As observed in previous studies [21, 22], in most patients clone sizes in neutrophil and monocyte lineages are closely correlated (Fig. 4D). Interestingly, in a few cases in our cohort with rare PNH cells or very small clone size in neutrophils (n = 14, 14.9% of patients with both clones measured), clone sizes exceeding 1% were observed in monocyte lineage highlighting the need to evaluate both leukocyte lineages to achieve comprehensive clone size evaluation (Fig. 4B). Also, median clone size was uniformly higher for monocytes than any other cell lineage tested in all subpopulations (Fig. 4C). We cannot exclude, that this phenomenon may have occur due to different sensitivity of neutrophils and monocytes to cell death, as cell death markers counterstaining was not used [19, 20]. However, in our hands and as described in the current guidelines [4, 8], the sensitivity of PNH clone detection is high even in the absence of counterstaining. Moreover, the difference between monocyte and neutrophil clones was visible regardless of the origin of the sample (samples from our center tested a few hours after blood drawing and samples from other centers tested with a delay allowing for transport).

As expected, clone size of PNH RBCs, due to RBC susceptibility to complement-mediated hemolysis and clone size changes due to blood transfusions, correlate weakly or do not correlate with the size of PNH clones in leukocyte lineages, especially in cases with large RBC clones (Fig. 4D).

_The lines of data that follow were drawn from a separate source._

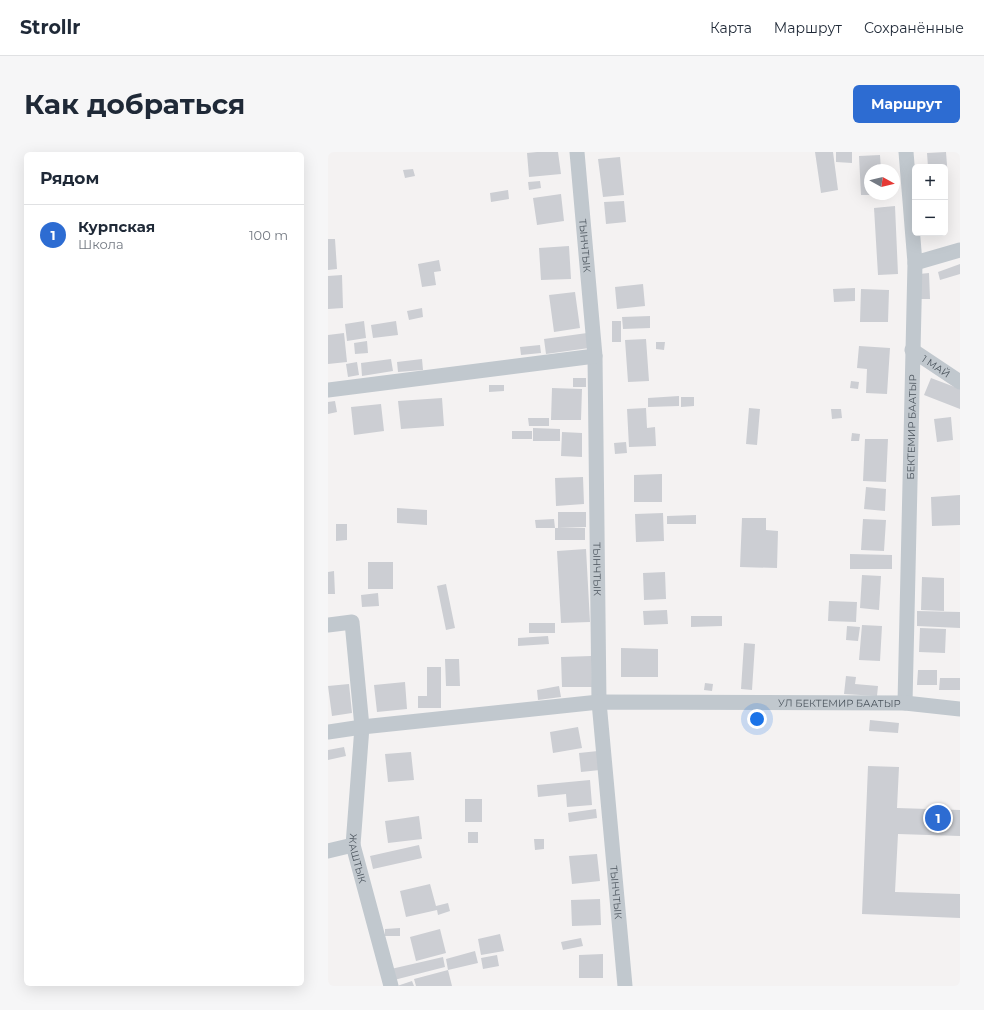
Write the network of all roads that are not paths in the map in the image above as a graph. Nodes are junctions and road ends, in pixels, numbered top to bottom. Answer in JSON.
{"nodes":[{"id":1,"x":577,"y":152,"type":"edge"},
{"id":2,"x":906,"y":152,"type":"edge"},
{"id":3,"x":960,"y":250,"type":"edge"},
{"id":4,"x":915,"y":263,"type":"junction"},
{"id":5,"x":912,"y":350,"type":"junction"},
{"id":6,"x":595,"y":356,"type":"junction"},
{"id":7,"x":960,"y":382,"type":"edge"},
{"id":8,"x":328,"y":390,"type":"edge"},
{"id":9,"x":328,"y":625,"type":"edge"},
{"id":10,"x":599,"y":702,"type":"junction"},
{"id":11,"x":905,"y":703,"type":"junction"},
{"id":12,"x":960,"y":710,"type":"edge"},
{"id":13,"x":362,"y":727,"type":"junction"},
{"id":14,"x":328,"y":732,"type":"edge"},
{"id":15,"x":353,"y":845,"type":"junction"},
{"id":16,"x":328,"y":851,"type":"edge"},
{"id":17,"x":391,"y":986,"type":"edge"},
{"id":18,"x":625,"y":986,"type":"edge"}],
"edges":[{"from":1,"to":6,"type":"street","name":"ТЫНЧТЫК"},
{"from":2,"to":4,"type":"street","name":"БЕКТЕМИР БААТЫР"},
{"from":3,"to":4,"type":"street"},
{"from":4,"to":5,"type":"street","name":"БЕКТЕМИР БААТЫР"},
{"from":5,"to":7,"type":"street","name":"1 МАЙ"},
{"from":5,"to":11,"type":"street","name":"БЕКТЕМИР БААТЫР"},
{"from":6,"to":8,"type":"street"},
{"from":6,"to":10,"type":"street","name":"ТЫНЧТЫК"},
{"from":9,"to":13,"type":"street","name":"ЖАШТЫК"},
{"from":10,"to":11,"type":"street","name":"УЛ БЕКТЕМИР БААТЫР"},
{"from":10,"to":13,"type":"street","name":"УЛ БЕКТЕМИР БААТЫР"},
{"from":10,"to":18,"type":"street","name":"ТЫНЧТЫК"},
{"from":11,"to":12,"type":"street","name":"УЛ БЕКТЕМИР БААТЫР"},
{"from":13,"to":14,"type":"street","name":"УЛ БЕКТЕМИР БААТЫР"},
{"from":13,"to":15,"type":"street","name":"ЖАШТЫК"},
{"from":15,"to":16,"type":"street"},
{"from":15,"to":17,"type":"street","name":"ЖАШТЫК"}]}
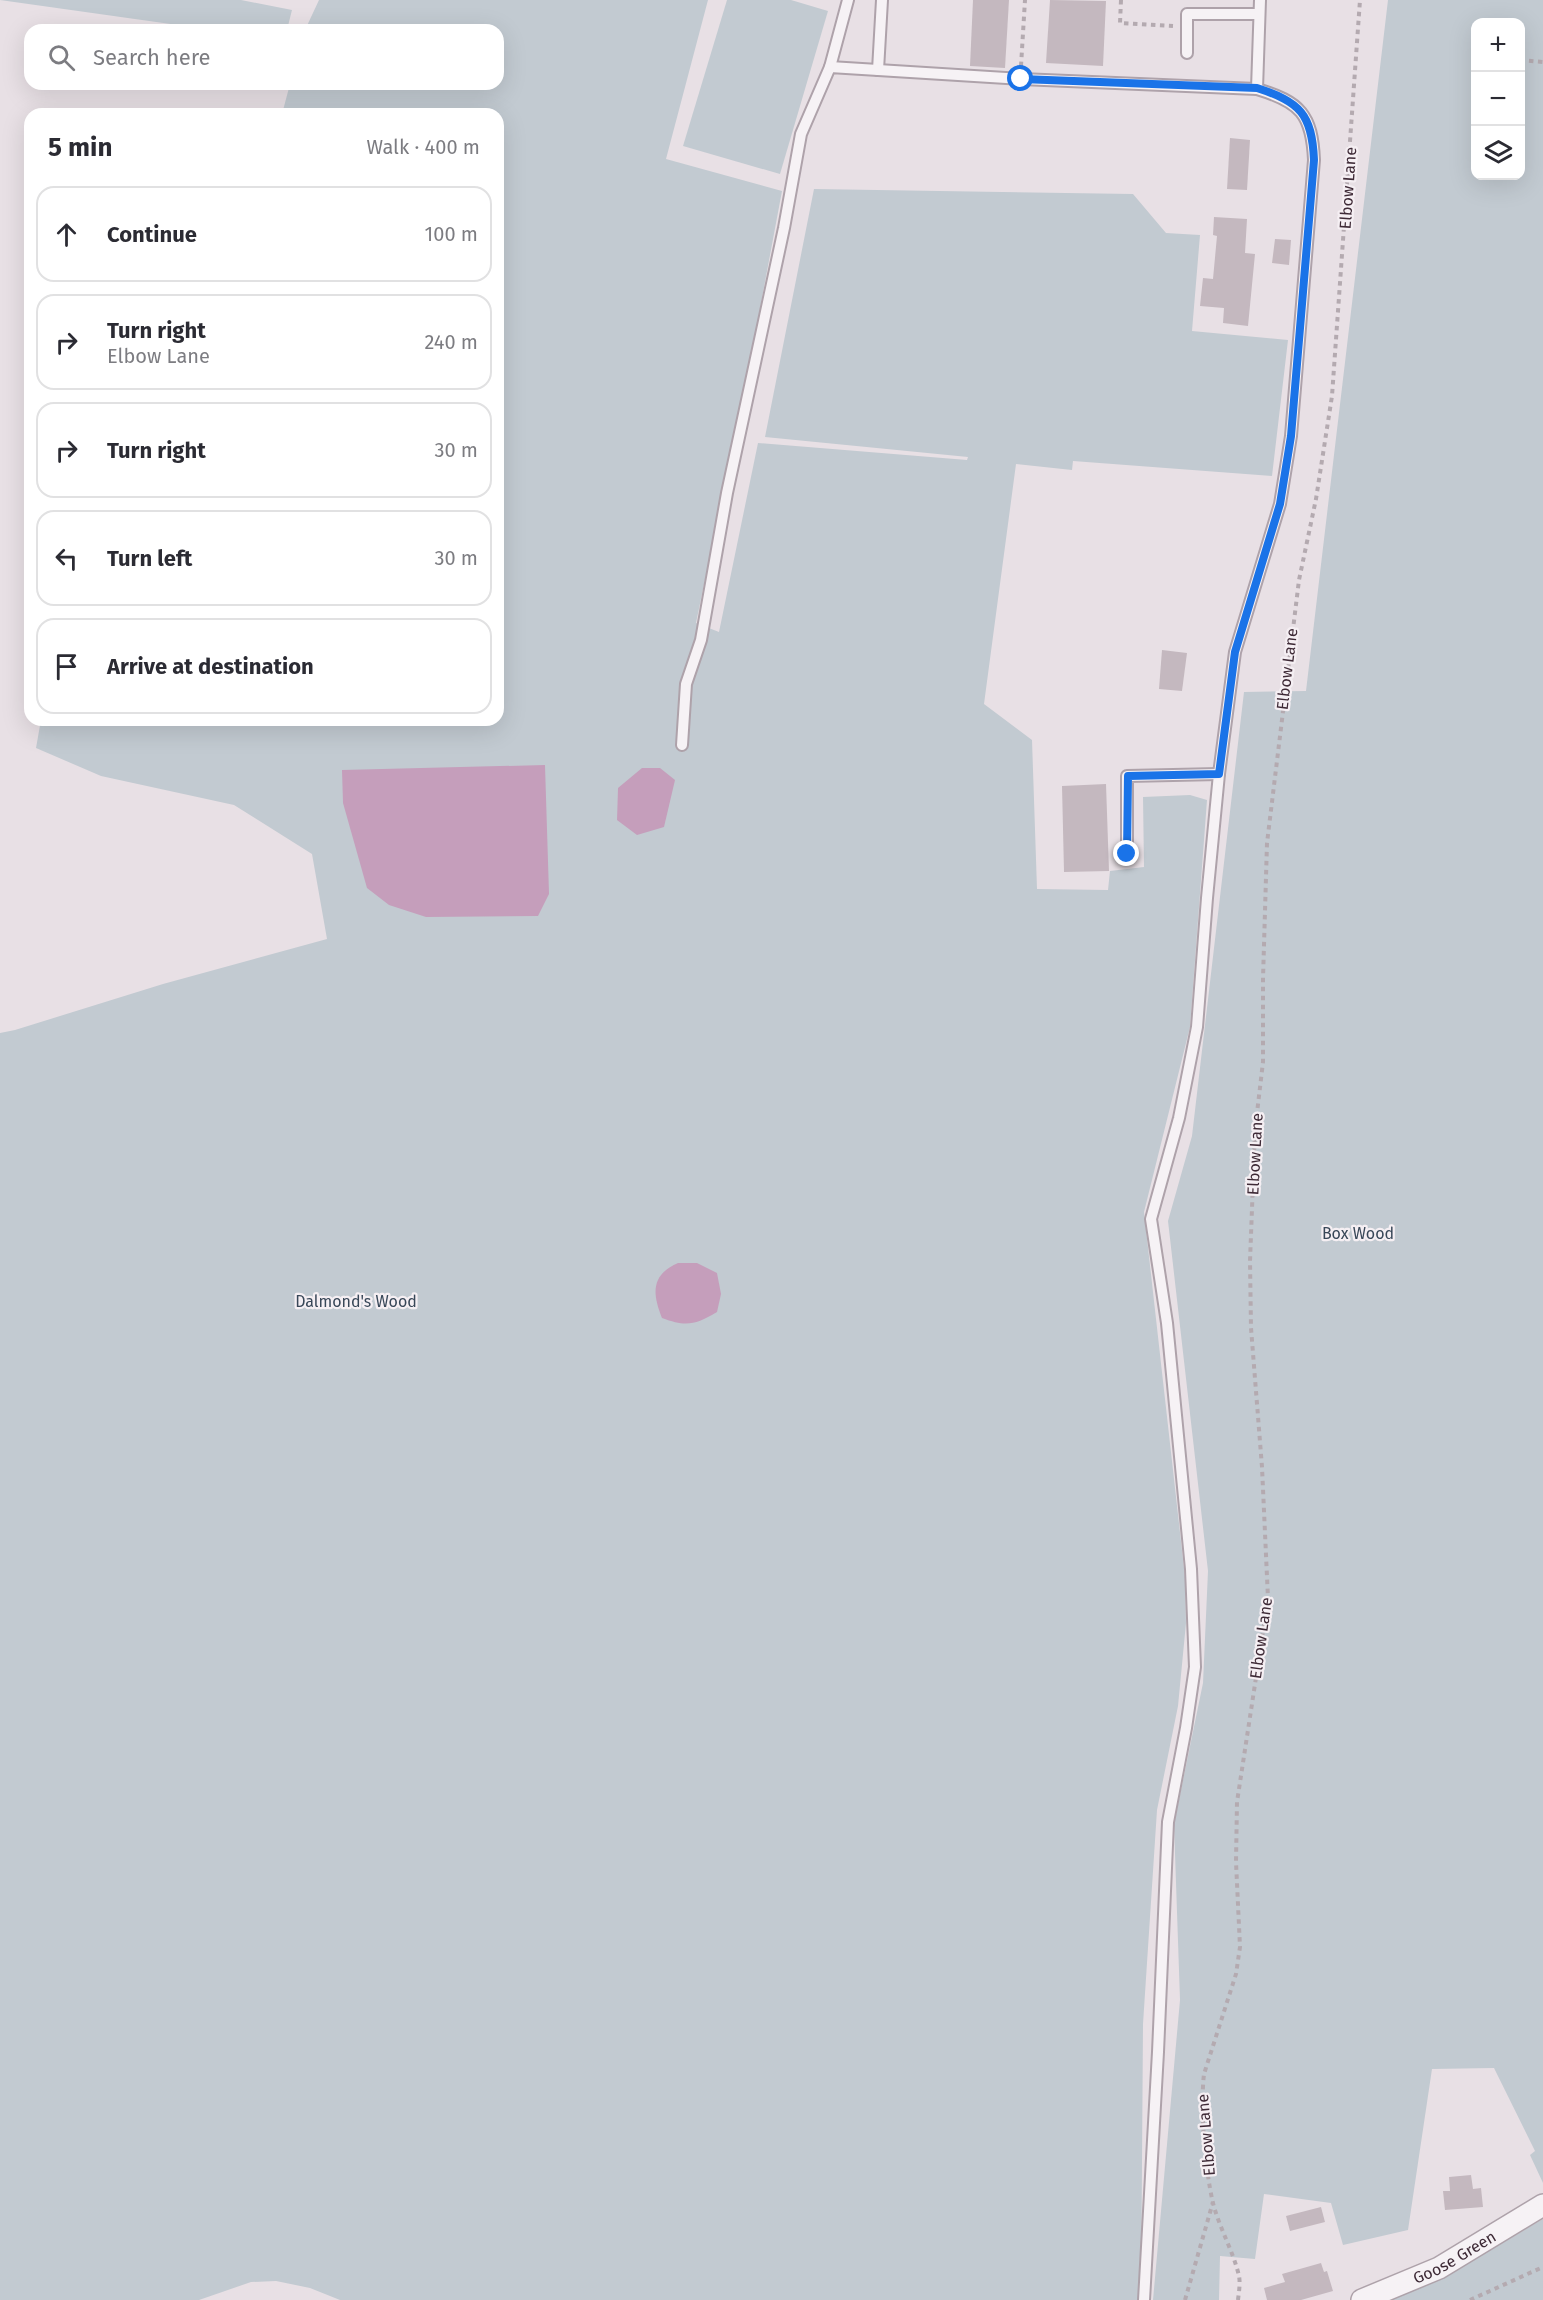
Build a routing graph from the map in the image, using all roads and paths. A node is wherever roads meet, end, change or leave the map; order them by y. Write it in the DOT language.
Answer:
graph roads {
  1 [pos="848,0"];
  2 [pos="882,0"];
  3 [pos="1025,0"];
  4 [pos="1121,0"];
  5 [pos="1260,0"];
  6 [pos="1360,0"];
  7 [pos="1259,14"];
  8 [pos="1187,27"];
  9 [pos="1187,53"];
  10 [pos="1525,60"];
  11 [pos="1543,62"];
  12 [pos="830,67"];
  13 [pos="878,70"];
  14 [pos="1021,79"];
  15 [pos="1257,88"];
  16 [pos="682,746"];
  17 [pos="1219,774"];
  18 [pos="1127,854"];
  19 [pos="1213,2202"];
  20 [pos="1543,2205"];
  21 [pos="1543,2267"];
  22 [pos="1144,2300"];
  23 [pos="1185,2300"];
  24 [pos="1238,2300"];
  25 [pos="1362,2300"];
  26 [pos="1470,2300"];
  1 -- 12 [label="lane"];
  2 -- 13 [label="lane"];
  3 -- 14 [label="path"];
  4 -- 8 [label="path"];
  5 -- 7 [label="lane"];
  6 -- 19 [label="path, Elbow Lane"];
  7 -- 8 [label="lane"];
  7 -- 15 [label="lane"];
  8 -- 9 [label="lane"];
  10 -- 11 [label="path"];
  12 -- 13 [label="lane"];
  12 -- 16 [label="lane"];
  13 -- 14 [label="lane"];
  14 -- 15 [label="lane"];
  15 -- 17 [label="lane"];
  17 -- 18 [label="lane"];
  17 -- 22 [label="lane"];
  19 -- 23 [label="path"];
  19 -- 24 [label="path, Elbow Lane"];
  20 -- 25 [label="street, Goose Green"];
  21 -- 26 [label="path"];
}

For the same reason, typical bimodal distribution of clone size [3] was observed for leukocyte lineages, but not for RBCs (Fig. 4A). Noteworthy, the peak for the largest clones in the histogram (Fig. 4A) was lower in comparison to the data published so far confirming underrepresentation of hemolytic patients in our cohort [3, 21].

The major limitations of our study were single-center nature and lack of extensive clinical data. However, although the presented data has been collected in a single laboratory, the studied patients were referred for testing from 35 hematology centers from the entire country that extends the geographical range of the studied population much beyond our region, making the obtained data representative for the country population. On the other hand, the fact that the studies were performed in a single unique cytometry unit offers additional advantage of better standardization of the results obtained. Since a significant number of patients in our cohort were referred to our laboratory for testing only, in these cases data on indication for screening was obtained from referral documents only without chart review, that may have affected data completeness (e.g. due to underreporting of thrombosis or hemolysis in bone marrow failure patients). In this line, as the data on blood transfusion was not available for all patients, we decided not to include this confounding factor that may strongly affect PNH clone size in RBC. In addition, although only patients who tested positive for the presence of PNH cells in two lineages, the choice of the lineage tested was at referring physician discretion. In consequence, data for monocytes and RBCs are not available for all patients that may limit statistical power of some evaluations.

To conclude, we present the largest cohort of patients diagnosed with PNH clones/ cells in real-life routine clinical practice in Poland published so far. Our data confirms the efficiency of high-sensitivity testing recommended by International Clinical Cytometry Society Consensus Guidelines, especially in patients with bone marrow failure. Although our findings are mostly consistent with the available body of data from other countries, we observed marked underrepresentation of hemolytic patients in PNH screened population and PNH-positive cases. Contrary to the expectations, classic PNH was one of the rarest indications for PNH screening, suggesting that in routine practice in Poland differential diagnosis of hemolytic anemia rarely include PNH. This highlights the need for improved education of clinical community about PNH and indications for PNH clone screening. To better understand epidemiology of PNH and patients’ characteristics, initiation of national registry of patients burdened with PNH clone is warranted.